What do I spend all that time talking about with my potential partners in these 60-minute ‘one-to-ones’? I’m still learning about it – and have yet to put it into practice – but in order to generate effective referrals, my contact sphere needs to know a whole lot about me and my business. And I need to know the same about them.

Our homework last week was to develop a GAINS profile (an acronym for Goals, Accomplishments, Interests, Networks, Skills) I can give to the people on my list – the people I’ve identified as being strong potential referral partners – so we can share our personal, networking, and business goals.

My first effort read more like a curriculum vitae, but I’ve since made it more succinct. You can download it here: GAINS_JuliaReich.

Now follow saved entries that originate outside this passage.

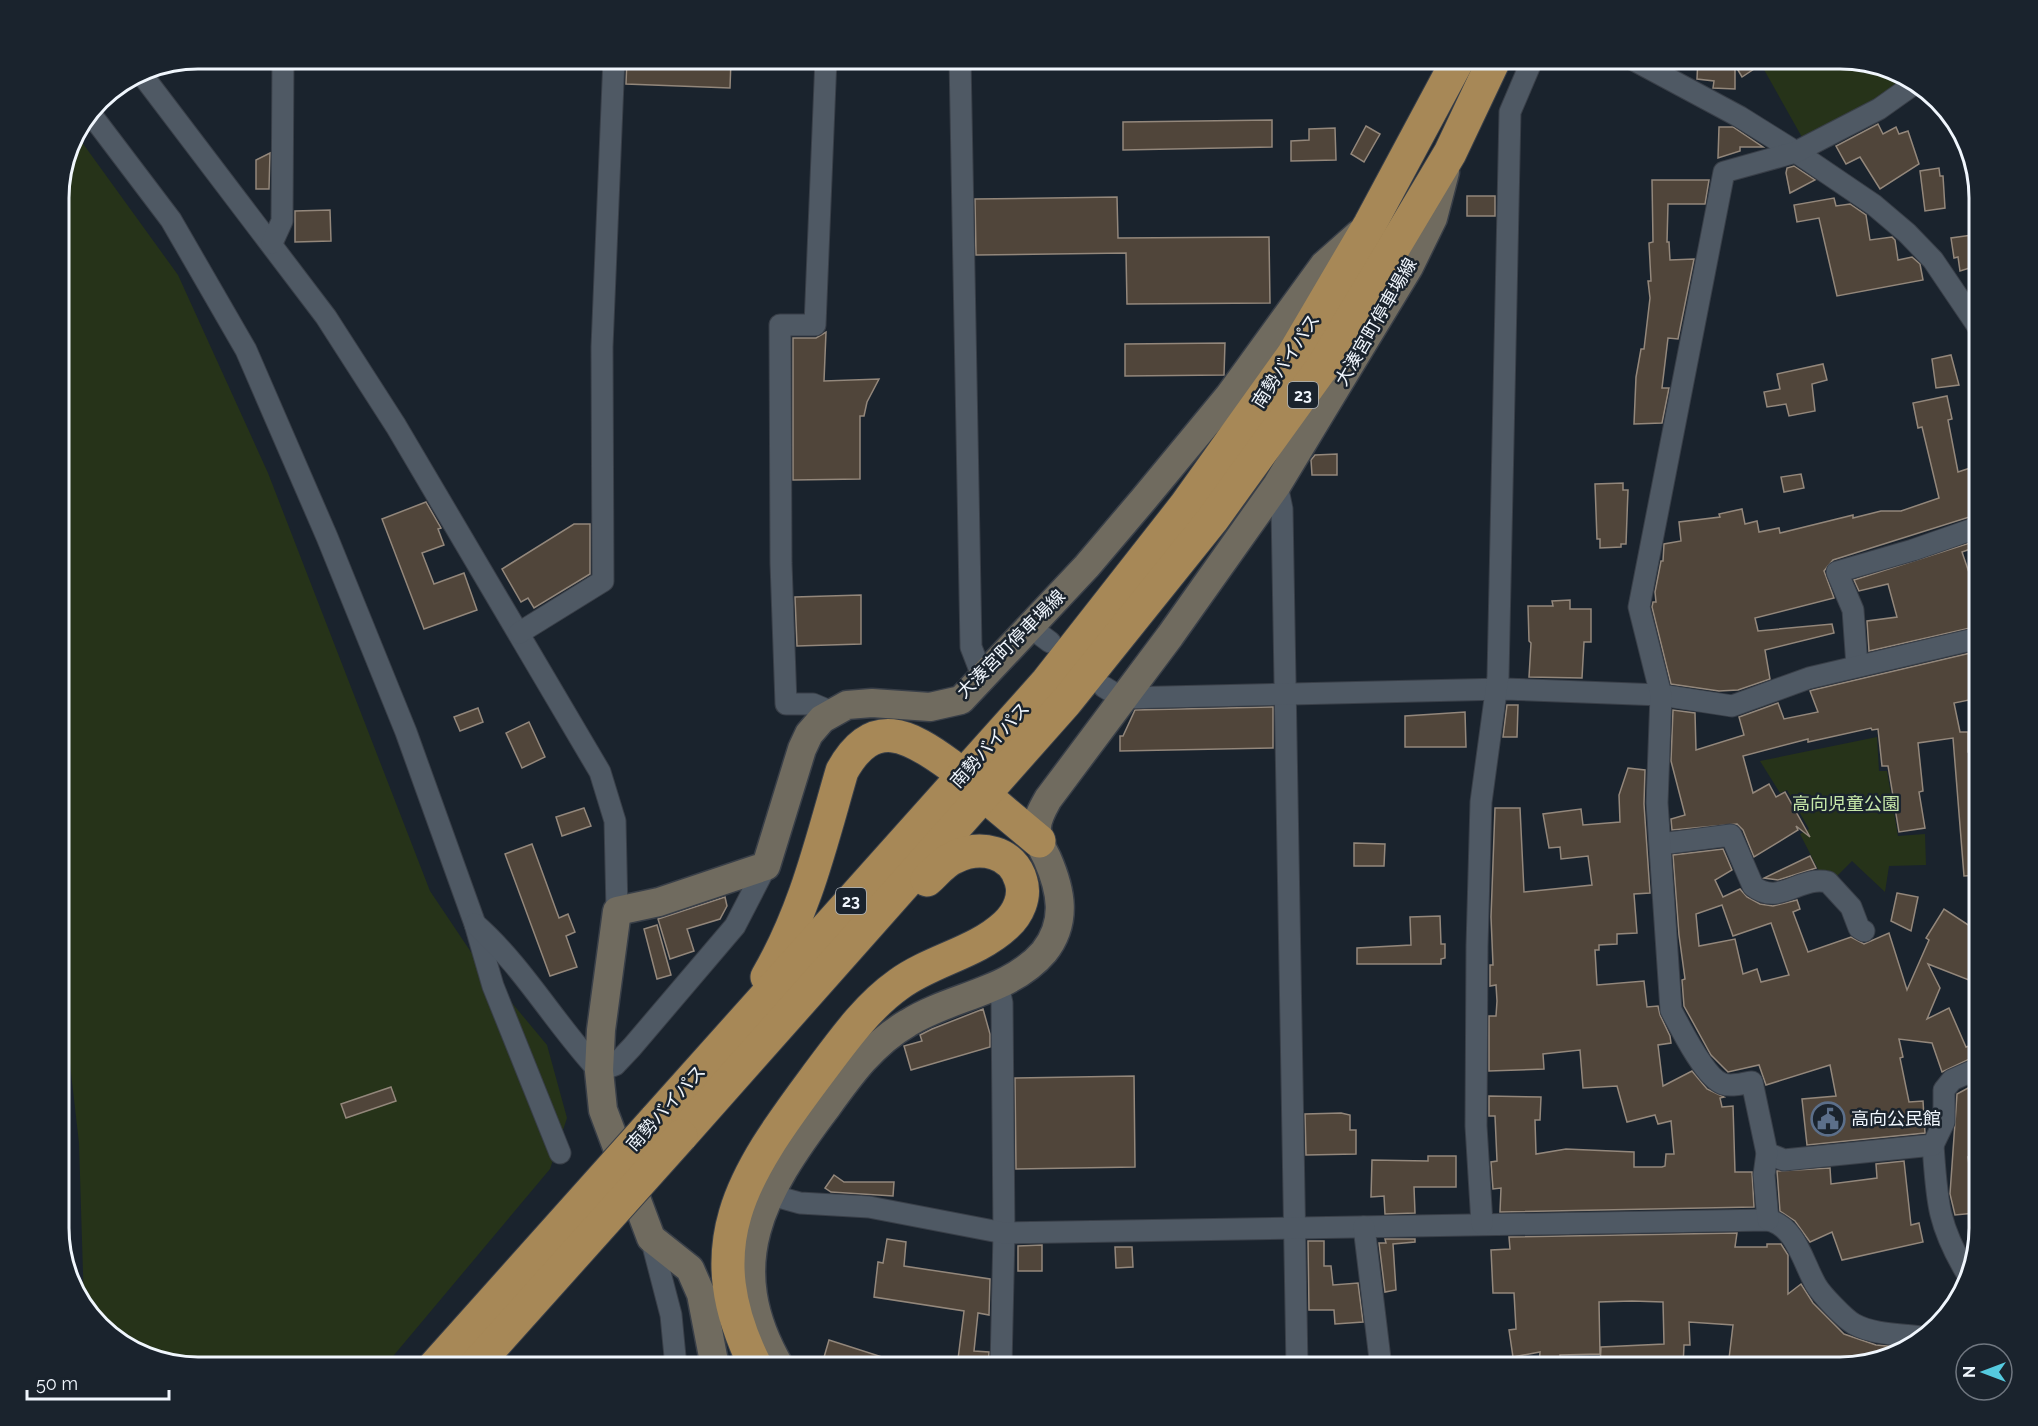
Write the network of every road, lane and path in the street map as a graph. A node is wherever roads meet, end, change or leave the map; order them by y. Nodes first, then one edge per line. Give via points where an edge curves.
1 (283, 69) edge
2 (614, 69) edge
3 (826, 69) edge
4 (960, 69) edge
5 (1453, 69) edge
6 (1490, 69) edge
7 (1528, 69) edge
8 (1651, 69) edge
9 (146, 80) edge
10 (1905, 86) edge
11 (95, 120) edge
12 (1796, 152) junction
13 (1450, 153) junction
14 (1370, 224) junction
15 (272, 243) junction
16 (1969, 312) edge
17 (1276, 484) junction
18 (1969, 531) edge
19 (519, 633) junction
20 (1969, 641) edge
21 (1857, 666) junction
22 (983, 678) junction
23 (1495, 690) junction
24 (1113, 693) junction
25 (1287, 694) junction
26 (1661, 695) junction
27 (832, 712) junction
28 (950, 765) dead end
29 (996, 805) dead end
30 (1039, 841) junction
31 (1661, 844) junction
32 (766, 866) junction
33 (617, 911) junction
34 (475, 924) junction
35 (1864, 931) dead end
36 (998, 986) junction
37 (599, 1071) junction
38 (1969, 1073) edge
39 (668, 1128) junction
40 (1933, 1145) junction
41 (560, 1153) dead end
42 (1767, 1153) junction
43 (771, 1195) junction
44 (1768, 1220) junction
45 (1482, 1224) junction
46 (1364, 1227) junction
47 (1296, 1228) junction
48 (1004, 1233) junction
49 (651, 1238) junction
50 (1963, 1267) edge
51 (1911, 1336) edge
52 (445, 1357) edge
53 (483, 1357) edge
54 (675, 1357) edge
55 (713, 1357) edge
56 (750, 1357) edge
57 (774, 1357) edge
58 (1001, 1357) edge
59 (1297, 1357) edge
60 (1381, 1357) edge

1 - 15 street via 282,221
2 - 19 street via 602,347 603,582
3 - 27 street via 815,325 780,325 781,563 786,704 813,704
4 - 22 street via 971,646
5 - 14 highway, 南勢バイパス / 23
6 - 13 highway, 南勢バイパス / 23
7 - 23 street via 1510,112
8 - 12 street
9 - 15 street
10 - 12 street via 1879,109
11 - 34 street via 171,220 246,350 406,732
12 - 16 street via 1874,205 1907,233 1933,260
12 - 26 street via 1724,172 1639,607
13 - 17 main road, 大湊宮町停車場線 via 1433,218 1409,267
13 - 39 highway, 南勢バイパス / 23 via 1323,366 1212,520 1066,702
14 - 22 main road, 大湊宮町停車場線 via 1324,264 1208,422 1101,549 1040,634
14 - 39 highway, 南勢バイパス / 23 via 1293,355 1185,507 1047,682
15 - 19 street via 326,317 396,426
17 - 24 main road, 大湊宮町停車場線 via 1227,558
17 - 25 street via 1282,509
18 - 21 street via 1836,572 1853,610
19 - 33 street via 603,781 615,821
20 - 21 street
21 - 26 street via 1809,678 1742,705 1724,706
22 - 27 main road, 大湊宮町停車場線 via 961,700 945,705 903,707 862,703
23 - 25 street
23 - 26 street
23 - 45 street via 1481,801 1477,946 1476,1126
24 - 25 street
24 - 30 main road, 大湊宮町停車場線 via 1048,799 1038,821
25 - 47 street
26 - 31 street via 1657,803
27 - 32 main road, 大湊宮町停車場線 via 809,734 802,749
28 - 39 highway via 908,738 888,735 869,740 849,758 811,884 779,956 765,979 712,1038
29 - 30 highway
30 - 36 main road, 大湊宮町停車場線 via 1057,882 1061,904 1057,930 1043,952
31 - 35 street via 1731,835 1753,886 1775,895 1811,881 1828,882 1851,907
31 - 42 street via 1671,1010 1686,1039 1719,1082 1752,1082
32 - 33 main road via 659,902
32 - 37 street via 735,926 632,1047 615,1065
33 - 37 main road via 604,999
34 - 37 street via 497,943 574,1045
34 - 41 street via 493,986
36 - 43 main road, 大湊宮町停車場線 via 908,1022 877,1045 792,1154
36 - 48 street via 1002,1003
37 - 49 main road via 603,1110
38 - 40 street via 1952,1080 1944,1090 1944,1122
39 - 52 highway, 南勢バイパス / 23, bridge
39 - 53 highway, 南勢バイパス / 23, bridge
39 - 56 highway via 742,1086 940,867 956,856 977,851 996,853 1014,865 1022,897 1013,919 992,937 921,970 885,995 835,1052 754,1166 734,1212 727,1270 730,1295
40 - 42 street via 1784,1160
40 - 50 street via 1937,1207 1949,1243
42 - 44 street via 1764,1175
43 - 48 street via 800,1203 869,1207
43 - 57 main road, 大湊宮町停車場線 via 753,1242 750,1272 760,1332
44 - 45 street
44 - 51 street via 1778,1222 1787,1231 1816,1286 1853,1324
45 - 46 street
46 - 47 street
46 - 60 street
47 - 48 street
47 - 59 street
48 - 58 street
49 - 54 street via 671,1315
49 - 55 main road via 690,1269 701,1294

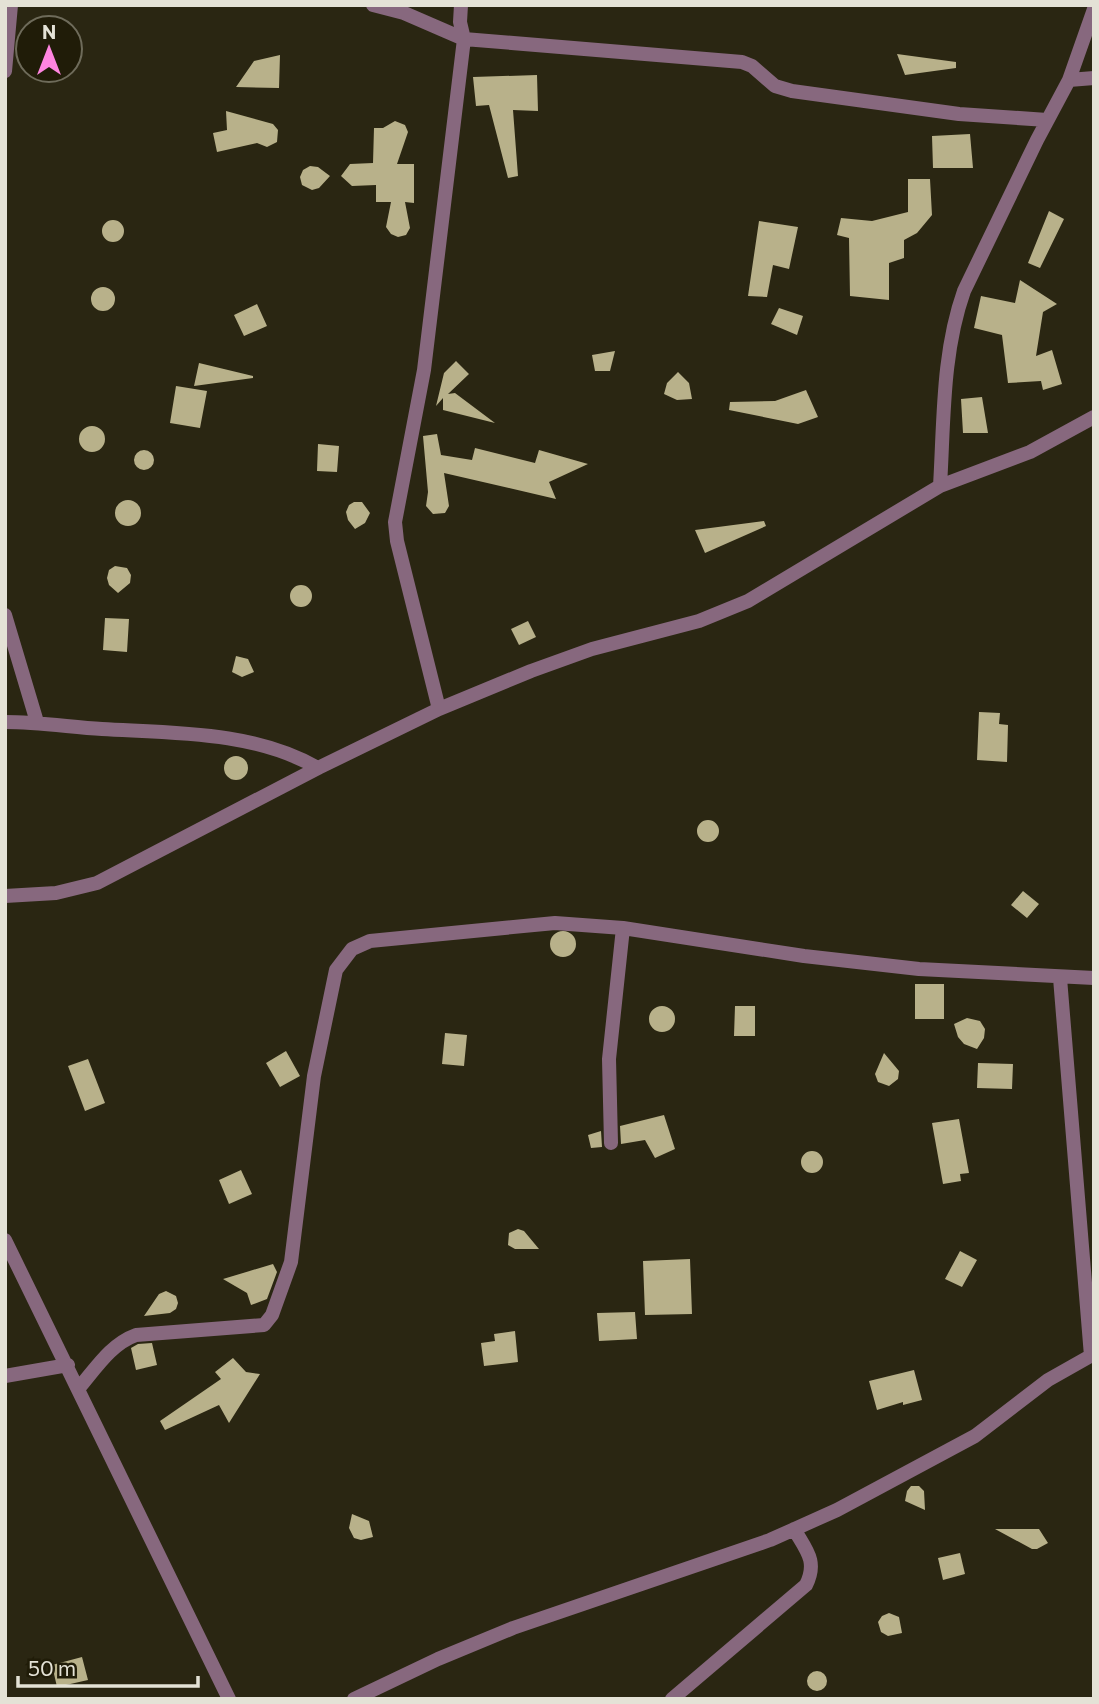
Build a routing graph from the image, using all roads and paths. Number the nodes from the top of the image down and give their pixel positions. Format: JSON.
{"nodes":[{"id":1,"x":10,"y":5,"type":"edge"},
{"id":2,"x":373,"y":5,"type":"edge"},
{"id":3,"x":461,"y":5,"type":"edge"},
{"id":4,"x":1094,"y":9,"type":"edge"},
{"id":5,"x":464,"y":39,"type":"junction"},
{"id":6,"x":5,"y":71,"type":"edge"},
{"id":7,"x":1094,"y":78,"type":"edge"},
{"id":8,"x":1069,"y":80,"type":"junction"},
{"id":9,"x":1047,"y":120,"type":"junction"},
{"id":10,"x":1094,"y":417,"type":"edge"},
{"id":11,"x":940,"y":486,"type":"junction"},
{"id":12,"x":5,"y":615,"type":"edge"},
{"id":13,"x":439,"y":709,"type":"junction"},
{"id":14,"x":5,"y":722,"type":"edge"},
{"id":15,"x":37,"y":722,"type":"junction"},
{"id":16,"x":318,"y":768,"type":"junction"},
{"id":17,"x":5,"y":895,"type":"edge"},
{"id":18,"x":623,"y":928,"type":"junction"},
{"id":19,"x":1060,"y":978,"type":"junction"},
{"id":20,"x":1094,"y":978,"type":"edge"},
{"id":21,"x":611,"y":1143,"type":"dead end"},
{"id":22,"x":5,"y":1240,"type":"edge"},
{"id":23,"x":1092,"y":1355,"type":"edge"},
{"id":24,"x":68,"y":1365,"type":"junction"},
{"id":25,"x":5,"y":1376,"type":"edge"},
{"id":26,"x":79,"y":1388,"type":"junction"},
{"id":27,"x":794,"y":1529,"type":"junction"},
{"id":28,"x":229,"y":1699,"type":"edge"},
{"id":29,"x":354,"y":1699,"type":"edge"},
{"id":30,"x":672,"y":1699,"type":"edge"}],
"edges":[{"from":1,"to":6,"type":"street"},
{"from":2,"to":5,"type":"street"},
{"from":3,"to":5,"type":"street"},
{"from":4,"to":8,"type":"street"},
{"from":5,"to":9,"type":"street"},
{"from":5,"to":13,"type":"street"},
{"from":7,"to":8,"type":"street"},
{"from":8,"to":9,"type":"street"},
{"from":9,"to":11,"type":"street"},
{"from":10,"to":11,"type":"street"},
{"from":11,"to":13,"type":"street"},
{"from":12,"to":15,"type":"street"},
{"from":13,"to":16,"type":"street"},
{"from":14,"to":15,"type":"street"},
{"from":15,"to":16,"type":"street"},
{"from":16,"to":17,"type":"street"},
{"from":18,"to":19,"type":"street"},
{"from":18,"to":21,"type":"street"},
{"from":18,"to":26,"type":"street"},
{"from":19,"to":20,"type":"street"},
{"from":19,"to":23,"type":"street"},
{"from":22,"to":24,"type":"street"},
{"from":23,"to":27,"type":"street"},
{"from":24,"to":25,"type":"street"},
{"from":24,"to":26,"type":"street"},
{"from":26,"to":28,"type":"street"},
{"from":27,"to":29,"type":"street"},
{"from":27,"to":30,"type":"street"}]}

Go ahead – download & read it. In my GAINS profile, you’ll probably learn more about me than you might have in a typical conversation or networking event. For instance, now you know that one of my goals this year is to get to NYC more often. If we were in a one-to-one, and you asked me why, that would give me the opportunity to let you know that I miss the city, and the relationships I developed there over 15 years. My intention this year is to re-commit to maintaining those relationships. I’d love to find a situation where I can land a retainer client or contract gig that gives me an excuse to get there every few weeks.

You might also not know that some of my accomplishments include: winning the 2009 Cayuga County Small Business of the Year award; having my design work featured in several books; writing a monthly food column for a local newspaper in 2008; and counting swing dancing and Settlers of Catan (a German board game) as two of my interests.

Why go into so much depth? What goes around comes around. If I help people achieve something important to them, they will remember me, and want to help me, too. And they will be more likely to share their information with me if I share mine with them. I’m learning a new, deeper way of communicating who I am and what I do, and my referral partners are being trained to employ the same strategies and language.

It makes so much sense, don’t you think? Stay tuned while I go out over the next several weeks and try this stuff in real life. I’ll be writing about the results.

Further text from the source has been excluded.